Your Daily Dracula – Pehavý Max a strasidlá (Frankenstein’s Aunt; Freckled Max and the Spooks) (1987)

Ferdy Mayne, Pehavý Max a strasidlá (Frankenstein’s Aunt; Freckled Max and the Spooks) (1987)

An international smorgasbord, adapted from a Swedish children’s novel by Allan Rune Petersson.  A West German-Czech co-production with a multinational cast, it was made as a TV serial then edited into a hard-to-follow feature.  A feelgood fable, it nevertheless has a ruthless streak unthinkable in a Western kids’ film.

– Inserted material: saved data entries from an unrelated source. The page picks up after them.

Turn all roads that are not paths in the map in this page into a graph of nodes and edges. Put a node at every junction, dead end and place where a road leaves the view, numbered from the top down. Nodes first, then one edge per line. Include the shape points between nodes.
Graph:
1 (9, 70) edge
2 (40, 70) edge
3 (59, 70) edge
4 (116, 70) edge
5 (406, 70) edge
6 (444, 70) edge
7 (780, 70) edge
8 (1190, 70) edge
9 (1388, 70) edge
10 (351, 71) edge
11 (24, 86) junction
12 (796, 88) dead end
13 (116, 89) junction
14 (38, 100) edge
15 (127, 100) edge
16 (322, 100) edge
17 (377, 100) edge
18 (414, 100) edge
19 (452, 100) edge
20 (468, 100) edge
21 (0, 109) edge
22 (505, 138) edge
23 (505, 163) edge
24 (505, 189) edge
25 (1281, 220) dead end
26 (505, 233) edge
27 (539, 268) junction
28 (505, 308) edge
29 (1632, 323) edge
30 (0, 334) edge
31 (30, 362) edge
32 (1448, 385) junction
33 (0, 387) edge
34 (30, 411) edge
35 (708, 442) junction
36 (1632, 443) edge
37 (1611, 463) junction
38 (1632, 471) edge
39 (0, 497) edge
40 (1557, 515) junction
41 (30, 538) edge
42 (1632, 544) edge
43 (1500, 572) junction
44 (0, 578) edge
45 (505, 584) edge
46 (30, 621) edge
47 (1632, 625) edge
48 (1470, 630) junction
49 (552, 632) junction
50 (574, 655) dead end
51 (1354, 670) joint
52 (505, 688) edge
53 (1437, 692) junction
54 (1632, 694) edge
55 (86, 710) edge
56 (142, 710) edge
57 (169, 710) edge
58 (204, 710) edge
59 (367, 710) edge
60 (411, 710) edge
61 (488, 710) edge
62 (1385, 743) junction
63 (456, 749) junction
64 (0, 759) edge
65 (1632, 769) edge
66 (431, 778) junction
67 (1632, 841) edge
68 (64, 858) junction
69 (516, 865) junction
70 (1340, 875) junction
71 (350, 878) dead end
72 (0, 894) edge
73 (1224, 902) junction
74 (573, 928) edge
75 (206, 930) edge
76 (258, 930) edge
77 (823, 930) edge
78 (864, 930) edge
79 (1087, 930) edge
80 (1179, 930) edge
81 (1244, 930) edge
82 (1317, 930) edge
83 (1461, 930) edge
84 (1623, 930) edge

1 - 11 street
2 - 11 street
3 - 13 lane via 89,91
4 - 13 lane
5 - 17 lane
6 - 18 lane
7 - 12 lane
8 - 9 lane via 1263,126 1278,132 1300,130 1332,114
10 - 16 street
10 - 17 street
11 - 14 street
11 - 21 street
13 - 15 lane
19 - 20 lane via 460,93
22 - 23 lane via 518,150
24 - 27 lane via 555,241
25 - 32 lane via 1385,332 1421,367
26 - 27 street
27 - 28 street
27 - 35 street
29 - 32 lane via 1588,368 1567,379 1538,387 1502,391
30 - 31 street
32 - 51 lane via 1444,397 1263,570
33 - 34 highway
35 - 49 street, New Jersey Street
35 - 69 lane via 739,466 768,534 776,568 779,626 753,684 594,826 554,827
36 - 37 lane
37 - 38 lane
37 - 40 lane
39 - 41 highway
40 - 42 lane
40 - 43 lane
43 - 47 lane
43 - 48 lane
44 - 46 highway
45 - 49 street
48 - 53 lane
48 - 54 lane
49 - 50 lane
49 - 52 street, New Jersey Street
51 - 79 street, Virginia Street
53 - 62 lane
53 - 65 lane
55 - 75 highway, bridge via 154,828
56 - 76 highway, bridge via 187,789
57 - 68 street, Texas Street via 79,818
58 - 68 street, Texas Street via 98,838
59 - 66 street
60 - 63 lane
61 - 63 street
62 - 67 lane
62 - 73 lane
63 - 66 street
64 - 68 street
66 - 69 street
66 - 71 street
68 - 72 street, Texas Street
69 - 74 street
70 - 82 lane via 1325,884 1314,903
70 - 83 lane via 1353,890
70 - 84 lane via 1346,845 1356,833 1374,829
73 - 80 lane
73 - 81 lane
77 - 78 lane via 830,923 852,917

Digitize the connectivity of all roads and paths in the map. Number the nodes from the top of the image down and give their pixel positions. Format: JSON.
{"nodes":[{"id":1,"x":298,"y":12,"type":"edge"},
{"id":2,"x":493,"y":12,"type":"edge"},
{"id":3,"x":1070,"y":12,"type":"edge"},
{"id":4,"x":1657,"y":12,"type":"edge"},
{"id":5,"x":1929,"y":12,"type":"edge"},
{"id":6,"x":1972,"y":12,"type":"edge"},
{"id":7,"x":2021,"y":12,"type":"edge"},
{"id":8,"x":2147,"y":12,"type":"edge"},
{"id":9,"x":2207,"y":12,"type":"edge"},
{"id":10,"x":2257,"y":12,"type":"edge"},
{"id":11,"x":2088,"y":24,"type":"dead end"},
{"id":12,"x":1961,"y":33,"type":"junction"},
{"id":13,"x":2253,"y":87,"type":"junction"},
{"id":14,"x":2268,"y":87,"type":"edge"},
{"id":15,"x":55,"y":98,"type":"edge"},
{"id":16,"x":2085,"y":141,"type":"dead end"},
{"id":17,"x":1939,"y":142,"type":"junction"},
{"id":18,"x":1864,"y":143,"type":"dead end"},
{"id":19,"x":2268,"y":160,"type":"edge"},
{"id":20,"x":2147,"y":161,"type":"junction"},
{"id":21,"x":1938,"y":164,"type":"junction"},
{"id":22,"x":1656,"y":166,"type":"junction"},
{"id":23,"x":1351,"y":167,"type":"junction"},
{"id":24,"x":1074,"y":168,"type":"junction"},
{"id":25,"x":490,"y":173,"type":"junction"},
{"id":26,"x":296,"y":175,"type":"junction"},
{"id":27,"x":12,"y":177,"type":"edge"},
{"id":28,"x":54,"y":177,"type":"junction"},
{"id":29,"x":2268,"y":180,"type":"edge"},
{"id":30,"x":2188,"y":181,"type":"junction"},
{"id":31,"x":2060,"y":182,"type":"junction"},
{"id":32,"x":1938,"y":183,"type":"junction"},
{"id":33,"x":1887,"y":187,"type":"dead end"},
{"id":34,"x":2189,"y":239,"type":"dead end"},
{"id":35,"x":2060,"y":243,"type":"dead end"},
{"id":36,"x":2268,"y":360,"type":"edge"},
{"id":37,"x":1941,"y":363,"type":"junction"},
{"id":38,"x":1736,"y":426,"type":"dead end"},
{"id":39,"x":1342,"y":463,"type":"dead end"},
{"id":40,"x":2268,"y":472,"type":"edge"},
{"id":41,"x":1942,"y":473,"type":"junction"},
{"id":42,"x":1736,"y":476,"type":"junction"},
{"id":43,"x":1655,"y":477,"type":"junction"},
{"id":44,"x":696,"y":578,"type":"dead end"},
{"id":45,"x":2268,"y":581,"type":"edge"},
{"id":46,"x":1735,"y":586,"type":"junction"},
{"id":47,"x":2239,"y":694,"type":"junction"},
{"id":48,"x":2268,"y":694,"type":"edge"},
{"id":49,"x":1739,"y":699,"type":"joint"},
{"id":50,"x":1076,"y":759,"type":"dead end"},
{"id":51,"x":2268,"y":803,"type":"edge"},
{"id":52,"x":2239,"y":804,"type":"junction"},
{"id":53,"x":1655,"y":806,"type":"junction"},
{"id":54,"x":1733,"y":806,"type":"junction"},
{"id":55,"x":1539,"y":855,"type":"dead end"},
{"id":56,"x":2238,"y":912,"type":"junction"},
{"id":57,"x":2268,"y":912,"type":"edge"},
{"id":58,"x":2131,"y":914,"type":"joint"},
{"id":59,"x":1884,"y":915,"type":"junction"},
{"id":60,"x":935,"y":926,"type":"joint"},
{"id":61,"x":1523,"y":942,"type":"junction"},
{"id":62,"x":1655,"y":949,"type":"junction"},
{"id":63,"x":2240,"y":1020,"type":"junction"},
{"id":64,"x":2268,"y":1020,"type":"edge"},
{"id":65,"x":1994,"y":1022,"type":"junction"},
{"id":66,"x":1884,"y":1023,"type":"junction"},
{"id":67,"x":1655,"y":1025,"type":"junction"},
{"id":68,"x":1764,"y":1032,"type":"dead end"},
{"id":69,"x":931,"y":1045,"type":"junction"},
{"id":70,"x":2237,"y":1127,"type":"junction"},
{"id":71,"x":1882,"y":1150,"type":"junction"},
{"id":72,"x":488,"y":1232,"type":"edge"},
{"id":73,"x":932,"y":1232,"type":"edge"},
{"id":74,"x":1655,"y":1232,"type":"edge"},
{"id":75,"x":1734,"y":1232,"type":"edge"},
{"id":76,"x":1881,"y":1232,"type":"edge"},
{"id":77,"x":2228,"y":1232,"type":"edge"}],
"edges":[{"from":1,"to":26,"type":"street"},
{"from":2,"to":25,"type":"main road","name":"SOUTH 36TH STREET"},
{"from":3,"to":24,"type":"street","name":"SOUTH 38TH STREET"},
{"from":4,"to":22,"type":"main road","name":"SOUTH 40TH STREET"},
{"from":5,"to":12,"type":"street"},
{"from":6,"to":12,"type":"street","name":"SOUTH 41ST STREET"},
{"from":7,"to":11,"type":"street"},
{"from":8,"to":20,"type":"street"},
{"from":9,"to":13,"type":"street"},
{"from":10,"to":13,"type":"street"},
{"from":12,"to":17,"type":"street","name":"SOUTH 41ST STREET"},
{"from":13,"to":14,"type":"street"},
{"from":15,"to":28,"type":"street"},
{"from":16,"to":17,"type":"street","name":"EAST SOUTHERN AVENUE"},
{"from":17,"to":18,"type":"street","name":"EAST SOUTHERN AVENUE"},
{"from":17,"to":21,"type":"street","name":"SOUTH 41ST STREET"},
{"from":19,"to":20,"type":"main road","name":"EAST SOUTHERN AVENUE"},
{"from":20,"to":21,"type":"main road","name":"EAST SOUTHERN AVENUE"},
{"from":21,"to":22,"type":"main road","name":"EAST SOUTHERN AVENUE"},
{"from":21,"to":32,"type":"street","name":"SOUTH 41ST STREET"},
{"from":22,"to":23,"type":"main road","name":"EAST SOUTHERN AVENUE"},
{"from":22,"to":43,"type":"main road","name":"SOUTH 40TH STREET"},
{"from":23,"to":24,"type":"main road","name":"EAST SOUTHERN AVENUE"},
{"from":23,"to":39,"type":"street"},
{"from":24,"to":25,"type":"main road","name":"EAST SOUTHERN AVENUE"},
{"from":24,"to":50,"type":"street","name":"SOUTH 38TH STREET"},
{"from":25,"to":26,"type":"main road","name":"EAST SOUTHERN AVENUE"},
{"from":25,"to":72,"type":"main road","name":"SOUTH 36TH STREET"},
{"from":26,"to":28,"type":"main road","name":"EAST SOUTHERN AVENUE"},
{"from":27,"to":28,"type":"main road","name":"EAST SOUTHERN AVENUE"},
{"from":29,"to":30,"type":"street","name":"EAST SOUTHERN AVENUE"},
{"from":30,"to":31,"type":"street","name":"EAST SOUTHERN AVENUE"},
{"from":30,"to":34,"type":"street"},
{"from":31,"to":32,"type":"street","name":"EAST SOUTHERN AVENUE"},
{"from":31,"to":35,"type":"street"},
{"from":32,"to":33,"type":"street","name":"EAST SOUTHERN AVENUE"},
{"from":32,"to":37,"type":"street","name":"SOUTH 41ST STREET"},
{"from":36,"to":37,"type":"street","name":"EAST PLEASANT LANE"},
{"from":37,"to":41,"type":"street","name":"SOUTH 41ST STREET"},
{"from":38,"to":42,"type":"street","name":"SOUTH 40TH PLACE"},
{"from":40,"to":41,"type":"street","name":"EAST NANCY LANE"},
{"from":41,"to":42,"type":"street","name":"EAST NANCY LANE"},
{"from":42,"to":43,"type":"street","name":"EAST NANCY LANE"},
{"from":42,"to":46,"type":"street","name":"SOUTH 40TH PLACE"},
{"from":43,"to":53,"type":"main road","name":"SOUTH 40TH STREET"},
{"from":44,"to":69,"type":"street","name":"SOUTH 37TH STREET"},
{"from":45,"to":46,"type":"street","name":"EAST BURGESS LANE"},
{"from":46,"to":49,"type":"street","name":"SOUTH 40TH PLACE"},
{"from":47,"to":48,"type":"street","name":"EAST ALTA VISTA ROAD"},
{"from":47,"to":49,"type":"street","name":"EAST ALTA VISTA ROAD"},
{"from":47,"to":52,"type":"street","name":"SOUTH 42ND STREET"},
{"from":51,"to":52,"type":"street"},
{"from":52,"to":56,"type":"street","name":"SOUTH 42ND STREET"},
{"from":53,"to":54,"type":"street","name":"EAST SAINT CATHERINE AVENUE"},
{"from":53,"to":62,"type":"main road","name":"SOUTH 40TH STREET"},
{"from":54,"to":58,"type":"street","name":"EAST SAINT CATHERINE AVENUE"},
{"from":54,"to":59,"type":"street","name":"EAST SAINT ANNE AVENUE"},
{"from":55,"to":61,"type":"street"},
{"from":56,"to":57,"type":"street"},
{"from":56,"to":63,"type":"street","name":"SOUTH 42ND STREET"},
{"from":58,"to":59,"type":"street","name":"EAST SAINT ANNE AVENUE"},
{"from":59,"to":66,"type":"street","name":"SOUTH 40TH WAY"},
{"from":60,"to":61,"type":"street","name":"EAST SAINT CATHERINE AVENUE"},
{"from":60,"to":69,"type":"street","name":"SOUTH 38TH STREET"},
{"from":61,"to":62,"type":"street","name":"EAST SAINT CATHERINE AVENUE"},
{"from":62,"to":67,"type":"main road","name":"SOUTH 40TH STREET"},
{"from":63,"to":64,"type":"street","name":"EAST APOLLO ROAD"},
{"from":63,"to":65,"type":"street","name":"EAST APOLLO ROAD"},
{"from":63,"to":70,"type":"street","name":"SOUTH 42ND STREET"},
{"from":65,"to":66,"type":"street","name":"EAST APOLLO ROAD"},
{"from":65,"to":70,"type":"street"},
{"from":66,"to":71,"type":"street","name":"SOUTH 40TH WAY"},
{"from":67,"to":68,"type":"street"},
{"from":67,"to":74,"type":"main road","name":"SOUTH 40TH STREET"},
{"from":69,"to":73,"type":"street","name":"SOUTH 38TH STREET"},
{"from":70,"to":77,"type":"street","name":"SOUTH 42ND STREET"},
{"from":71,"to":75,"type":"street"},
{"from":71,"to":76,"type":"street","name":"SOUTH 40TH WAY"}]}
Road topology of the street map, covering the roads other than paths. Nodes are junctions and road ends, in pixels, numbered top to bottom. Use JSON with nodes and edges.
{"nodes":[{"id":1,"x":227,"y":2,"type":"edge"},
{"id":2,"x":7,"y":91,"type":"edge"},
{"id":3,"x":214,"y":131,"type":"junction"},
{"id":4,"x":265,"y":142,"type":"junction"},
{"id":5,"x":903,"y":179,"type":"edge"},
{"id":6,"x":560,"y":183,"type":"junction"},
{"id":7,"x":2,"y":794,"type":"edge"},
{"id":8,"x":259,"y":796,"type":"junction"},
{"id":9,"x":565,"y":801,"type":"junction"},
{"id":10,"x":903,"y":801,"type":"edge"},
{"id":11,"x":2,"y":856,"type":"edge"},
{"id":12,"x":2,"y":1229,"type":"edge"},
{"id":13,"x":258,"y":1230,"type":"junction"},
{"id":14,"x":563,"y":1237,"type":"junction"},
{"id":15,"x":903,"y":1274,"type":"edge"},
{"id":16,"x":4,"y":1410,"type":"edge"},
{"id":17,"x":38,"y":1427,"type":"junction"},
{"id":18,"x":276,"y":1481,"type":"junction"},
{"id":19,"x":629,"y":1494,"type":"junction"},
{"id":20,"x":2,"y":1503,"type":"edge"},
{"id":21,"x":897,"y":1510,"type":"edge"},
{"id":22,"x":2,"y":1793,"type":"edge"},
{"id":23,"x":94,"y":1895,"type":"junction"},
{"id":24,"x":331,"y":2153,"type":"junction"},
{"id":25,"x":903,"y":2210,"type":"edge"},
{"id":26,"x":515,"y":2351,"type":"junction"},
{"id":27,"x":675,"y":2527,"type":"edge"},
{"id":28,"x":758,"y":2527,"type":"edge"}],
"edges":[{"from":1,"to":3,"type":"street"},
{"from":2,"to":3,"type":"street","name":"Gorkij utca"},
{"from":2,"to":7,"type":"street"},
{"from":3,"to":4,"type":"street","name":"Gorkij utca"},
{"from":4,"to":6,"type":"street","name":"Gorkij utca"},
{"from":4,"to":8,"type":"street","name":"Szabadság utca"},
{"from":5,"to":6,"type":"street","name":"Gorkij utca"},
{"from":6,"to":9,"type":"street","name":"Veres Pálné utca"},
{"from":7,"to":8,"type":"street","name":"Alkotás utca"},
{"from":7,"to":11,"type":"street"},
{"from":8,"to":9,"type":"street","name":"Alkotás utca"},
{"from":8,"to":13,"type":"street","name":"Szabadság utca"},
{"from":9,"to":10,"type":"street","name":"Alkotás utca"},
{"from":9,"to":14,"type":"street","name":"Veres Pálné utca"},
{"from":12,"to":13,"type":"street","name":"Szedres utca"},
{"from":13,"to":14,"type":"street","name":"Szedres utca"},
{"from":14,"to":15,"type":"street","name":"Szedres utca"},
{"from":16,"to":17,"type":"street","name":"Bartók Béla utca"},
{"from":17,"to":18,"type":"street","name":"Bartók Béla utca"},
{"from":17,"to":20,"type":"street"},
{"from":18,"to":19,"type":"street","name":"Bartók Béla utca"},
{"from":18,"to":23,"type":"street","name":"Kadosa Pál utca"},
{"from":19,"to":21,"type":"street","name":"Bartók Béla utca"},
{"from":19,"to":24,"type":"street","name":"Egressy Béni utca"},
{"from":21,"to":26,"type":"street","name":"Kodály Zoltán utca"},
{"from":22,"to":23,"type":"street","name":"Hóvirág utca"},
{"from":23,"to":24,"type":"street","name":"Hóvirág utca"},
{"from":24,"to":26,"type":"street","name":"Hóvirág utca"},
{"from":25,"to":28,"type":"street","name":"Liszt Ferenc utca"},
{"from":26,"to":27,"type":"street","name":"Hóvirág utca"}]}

Red-headed orphan Max (Martin Hreben) flees a cruel circus and seeks refuge at Castle Frankenstein, where Henry F (Boleslav Polivka) has created beings with watery or fiery characteristics (Eddie Constantine, Tilo Pruckner).  Albert (Gerhardt Karzel), his newest monster, has a zip in his forehead a la Young Frankenstein; given a frozen genius brain, he comes to life as an amiable lunk with Hugh Grant dentition.  The monster wants a mate and the bigoted villagers keep going on the rampage.  A blacksmith-inventor tries to exploit the monster and Max tries to help Albert romance a winning chemist (Barbara De Rossi, of Nosferatu in Venice).

Also on hand: Count Dracula (Ferdy Mayne, reprising his role from The Vampire Happening) who can fly by day or night, the eponymous aunt (Viveca Lindfors, smoking cigars), a minion Igor (Jacques Herlin), a ghost lady (Mercedes Sampietro), librarian Mr Talbot (Flavio Bucci, of Suspiria) who might be a wolfman in the longer version (he’s the Wolf Man in the book) and sundry circus/village characters who pop up to partner off with the leftovers at the end.  Czech director Juraj Jakubisko (Bathory) is just a referee.  Bereft of their original voices, the cast rely on their looks.  Settings are on a level with the locations used by Jean Rollin or Jesus Franco for monster rallies and there’s genuine affection for the characters, but it’s still a mess – with obvious lacunae and a tendency to have people run around in panic whenever plots collide.

Extract from Kim Newman’s Video Dungeon.  NB: the original series is all on youtube …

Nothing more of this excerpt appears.